We are all individuals

Diane Thompson

Diane lives at our Godfrey Robinson House residential service in North Ferriby, close to Hull.

While we may share some difficulties, we are all individuals with our own story. This is mine.

I was born with cerebral palsy (CP for short). The condition is caused by a problem with the brain that occurs before, during or soon after birth. In my case, there was a lack of oxygen to my brain just before I was born.

In the UK, 1 in 400 children have some form of the condition. Cerebral palsy can affect different people in different ways. For me it affects my mobility and my speech.

Growing up in Hull in the 1950s, you didn’t see many disabled people. But my parents tried to give me the best start in life.

When walking around, I’ve always needed to hold on to something. I remember my dad brought home this tatty old doll’s pram and weighed it down with a brick.

My speech impairment has always been the most difficult thing for me. Sometimes children could be a bit mean — they would hear my voice and try to mimic me. People would think they knew what I was trying to say and would speak for me, which could be very frustrating. I just wanted people to speak to me like they would with any non-disabled person.

I went to a special school for disabled kids and I’m really pleased that today some disabled children are going to mainstream school. My school concentrated more on mobility and speech therapy that they did on the actual teaching.

My parents passed away when I was a teenager. I went to boarding school for a while, spending holidays with my uncle and my sister. When I left school I went to live at Godfrey Robinson House. This was before Leonard Cheshire Disability took over the home.

When I first arrived it was like an institution – unlike today it was very strict. Lights had to be out at 10.30. Through the years it has changed for the better and we have more say.

I was so embarrassed about the fact that I hadn’t learned to read. I pretended I could read but I think everybody knew. Slowly I began to learn, reading aloud at first. I remember the first book I read on my own – a true story called A Bridge Too Far (thankfully it wasn’t). I cried when I finished it. Part of me wished my parents could be there to see it. Mainly I was just so pleased!

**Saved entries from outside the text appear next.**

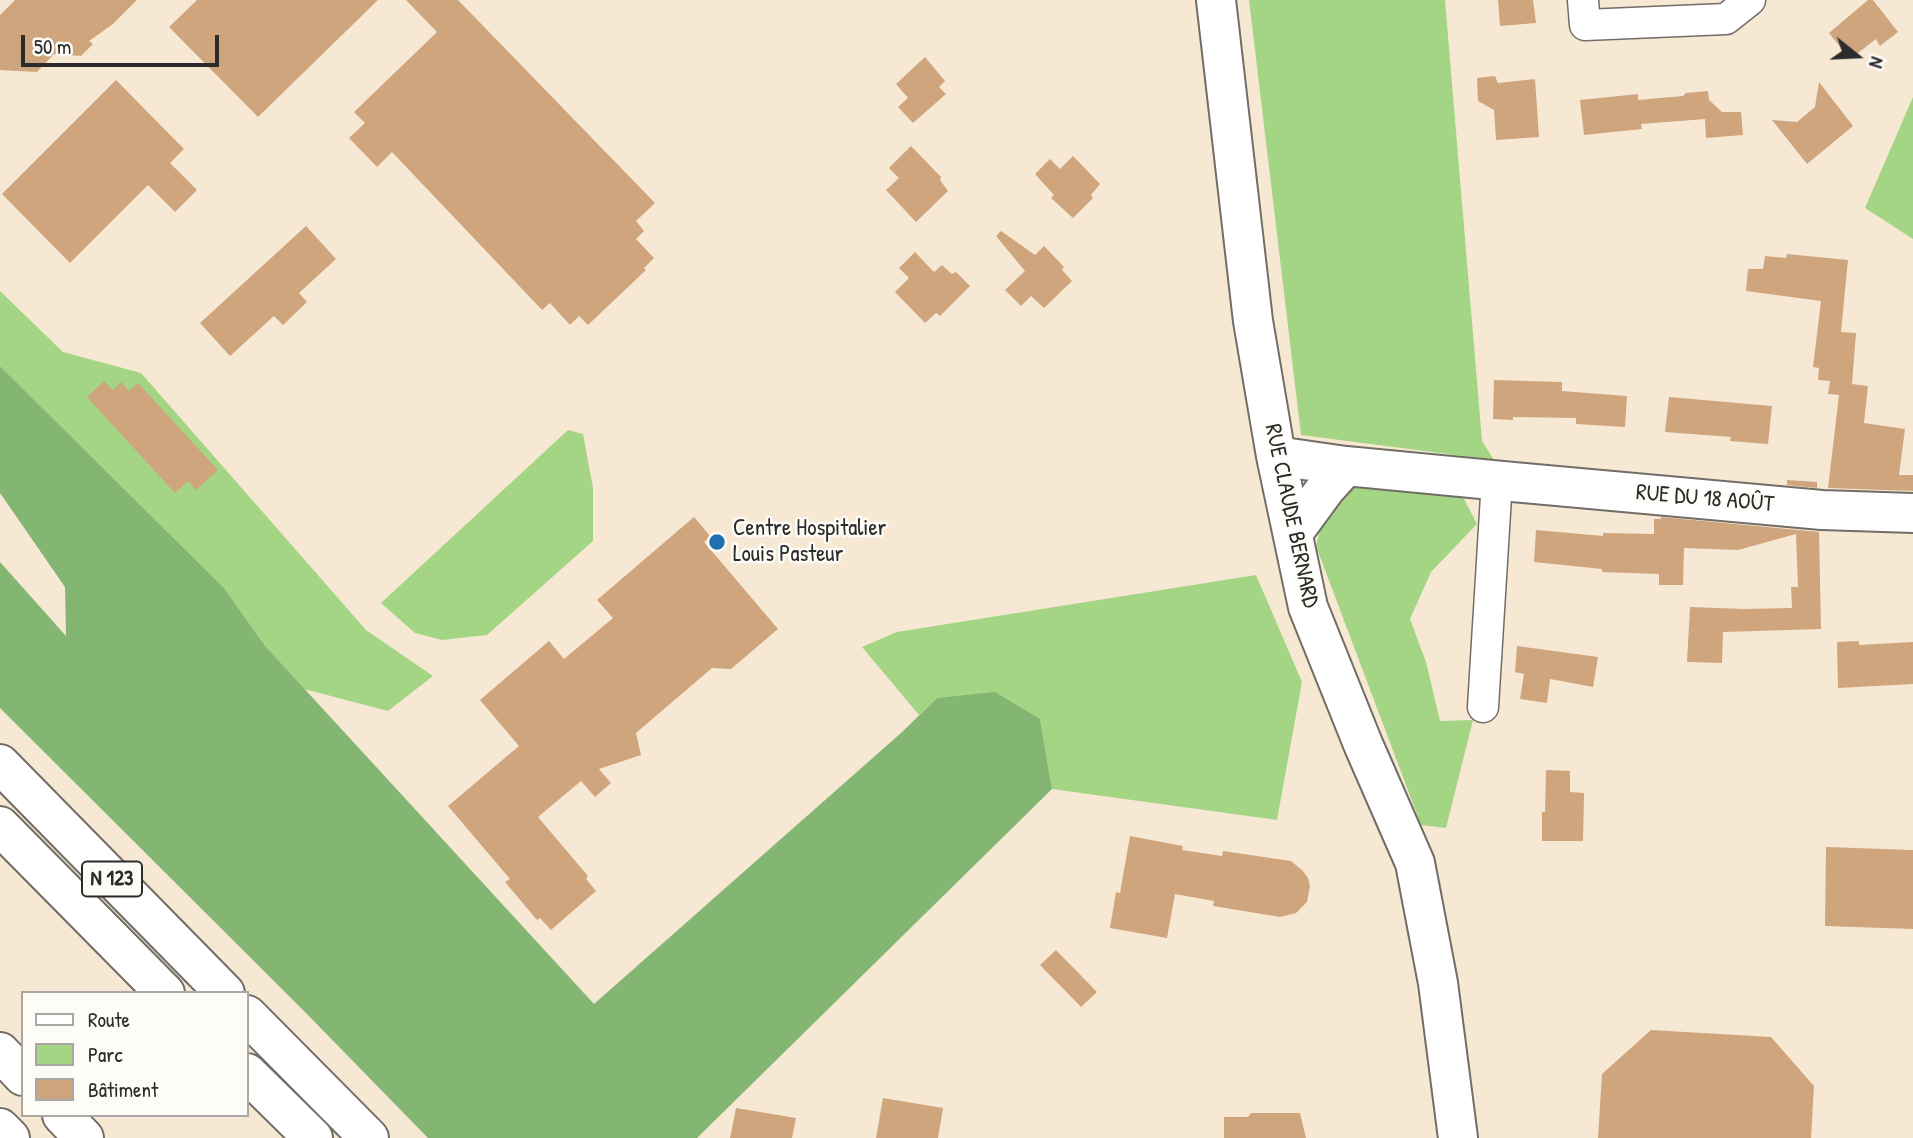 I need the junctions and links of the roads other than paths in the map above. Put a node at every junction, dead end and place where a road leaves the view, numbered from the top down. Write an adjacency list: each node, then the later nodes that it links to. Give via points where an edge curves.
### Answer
1 (1216, 0): 4 (main road, RUE CLAUDE BERNARD, via 1253,321)
2 (1583, 0): 3 (street, via 1585,25 1726,19)
3 (1750, 0)
4 (1276, 456): 5 (main road, RUE DU 18 AOÛT); 8 (main road, RUE CLAUDE BERNARD)
5 (1346, 466): 6 (main road, RUE DU 18 AOÛT); 8 (main road)
6 (1497, 480): 7 (main road, RUE DU 18 AOÛT, via 1822,510); 9 (street)
7 (1913, 513)
8 (1293, 533): 24 (main road, RUE CLAUDE BERNARD, via 1308,607 1415,863 1438,983)
9 (1483, 706)
10 (0, 764): 13 (main road, N 123)
11 (0, 826): 12 (main road, N 123)
12 (163, 991)
13 (223, 991)
14 (248, 1016): 23 (main road)
15 (0, 1052): 16 (main road)
16 (21, 1074)
17 (248, 1074): 22 (main road)
18 (64, 1117): 21 (main road)
19 (0, 1128): 20 (main road)
20 (10, 1138)
21 (84, 1138)
22 (313, 1138)
23 (369, 1138)
24 (1458, 1138) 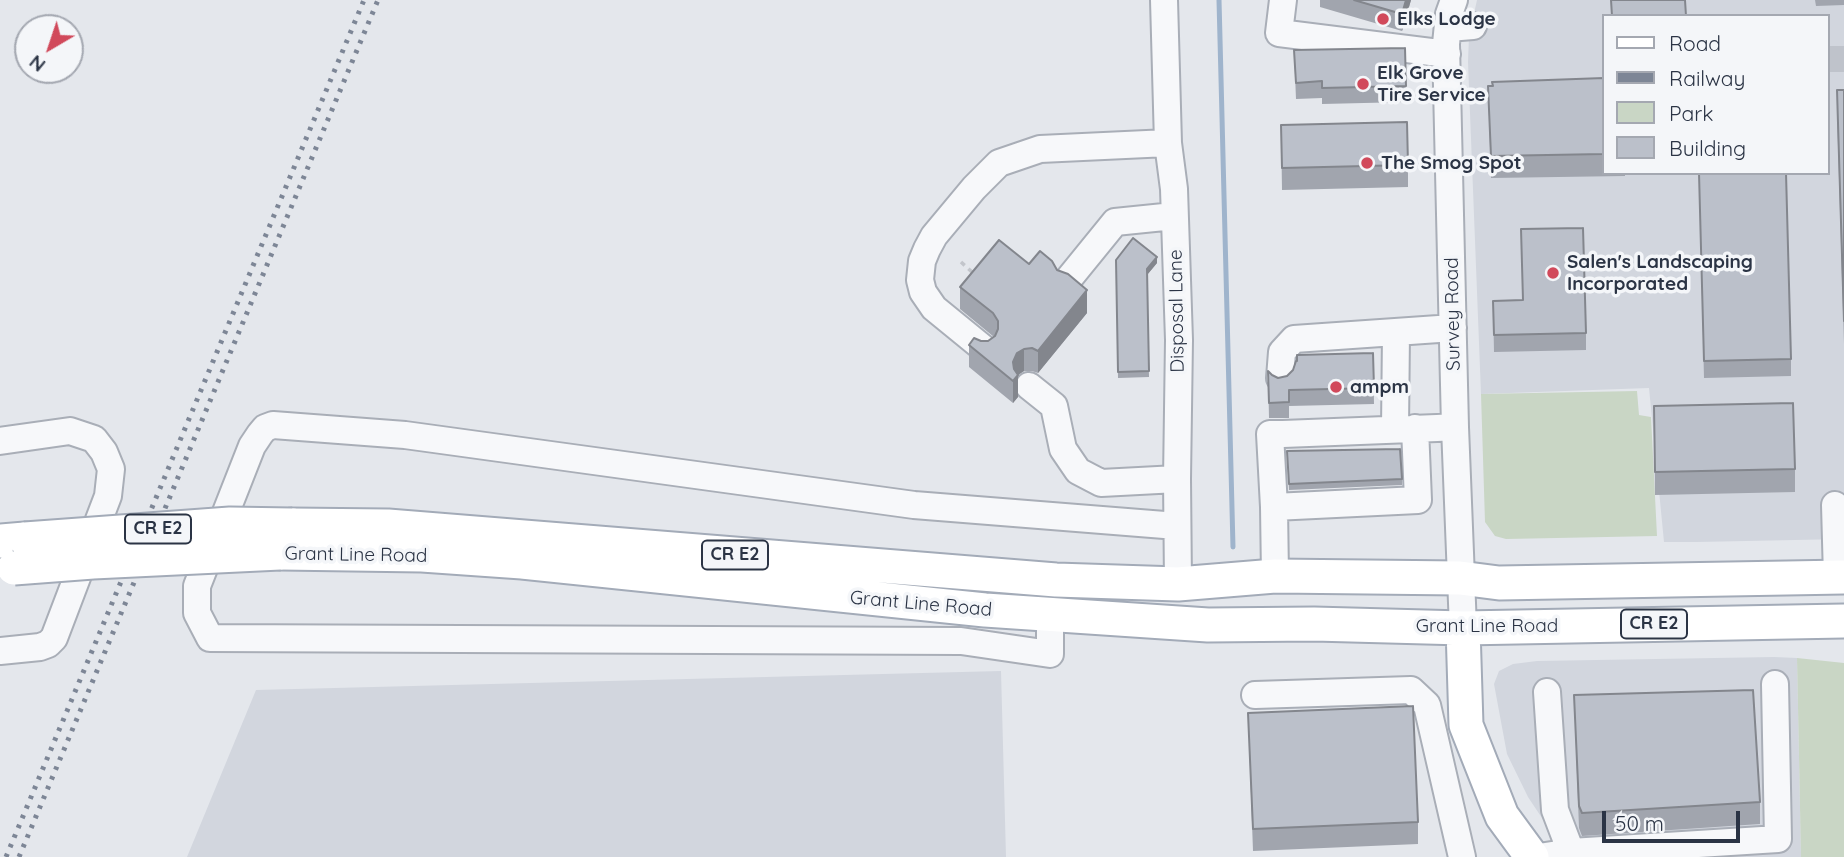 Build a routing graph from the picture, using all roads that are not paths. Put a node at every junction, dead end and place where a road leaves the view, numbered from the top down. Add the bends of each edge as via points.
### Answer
1 (1164, 0) edge
2 (1283, 0) edge
3 (1454, 0) edge
4 (1447, 54) junction
5 (1168, 143) junction
6 (1174, 216) junction
7 (1067, 281) edge
8 (1453, 328) junction
9 (1396, 333) junction
10 (983, 348) edge
11 (1280, 378) edge
12 (1029, 386) dead end
13 (1455, 427) junction
14 (1405, 429) junction
15 (0, 441) edge
16 (1177, 479) junction
17 (1835, 505) dead end
18 (1274, 507) junction
19 (1177, 526) junction
20 (286, 539) junction
21 (10, 554) edge
22 (1275, 576) junction
23 (1840, 577) edge
24 (1460, 578) junction
25 (1178, 584) junction
26 (1050, 615) junction
27 (1844, 621) edge
28 (1463, 628) junction
29 (0, 651) edge
30 (1774, 684) dead end
31 (1546, 692) dead end
32 (1255, 695) dead end
33 (1674, 851) edge
34 (1571, 852) junction
35 (1462, 857) edge
36 (1532, 857) edge
37 (1539, 857) edge

1 - 5 street, Disposal Lane
2 - 4 street via 1279,33
3 - 4 street, Survey Road via 1449,14 1461,27
4 - 8 street, Survey Road via 1459,90 1462,189 1463,250
5 - 6 street, Disposal Lane
5 - 10 street via 1040,149 999,163 974,188 934,236 922,261 920,280 934,309
6 - 7 street via 1115,222
6 - 16 street, Disposal Lane via 1179,340
8 - 9 street
8 - 13 street, Survey Road via 1465,362
9 - 11 street via 1294,339 1282,352
9 - 14 street
12 - 16 street via 1054,406 1063,449 1078,471 1101,483
13 - 14 street
13 - 24 street, Survey Road
14 - 18 street via 1282,426 1270,435
14 - 18 street via 1418,500
15 - 29 street via 70,431 94,439 111,469 108,496 54,638 40,647
16 - 19 street, Disposal Lane
17 - 23 street
18 - 22 street
19 - 25 street, Disposal Lane
19 - 26 street via 914,505 405,435 273,425 265,428 252,446 197,586 197,613 210,638 961,641 1050,654
20 - 21 main road, Grant Line Road / CR E2, bridge via 230,524
20 - 25 main road, Grant Line Road / CR E2 via 388,526 1056,580
20 - 26 main road, Grant Line Road / CR E2
22 - 24 main road, Grant Line Road / CR E2
22 - 25 main road, Grant Line Road / CR E2
23 - 24 main road, Grant Line Road / CR E2 via 1499,583
24 - 28 street, Survey Road
26 - 28 main road, Grant Line Road / CR E2 via 1208,625
27 - 28 main road, Grant Line Road / CR E2
28 - 36 main road via 1466,725 1502,816
30 - 33 street via 1778,839
31 - 34 street via 1555,810
32 - 35 street via 1411,690 1427,705
33 - 34 street
34 - 37 street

Some years later, Fred came to live here. We didn’t get on at first. He would try to help me to do things a bit too much, and I would just try to be independent. Then we started talking and got to know each other. Something clicked. After a while, we became a couple. Fred was older than me but it didn’t matter. I’d fallen in love with him.

We got married in 1987. Sadly, Fred passed away two years later. We’d been together 7 years. We’d started off as a ten day wonder and then everyone got used to us being together. The relationship just blossomed.

I hope my story has helped you to understand more about the challenges facing disabled people. While we may share some difficulties, we are all individuals with our own story. This is mine.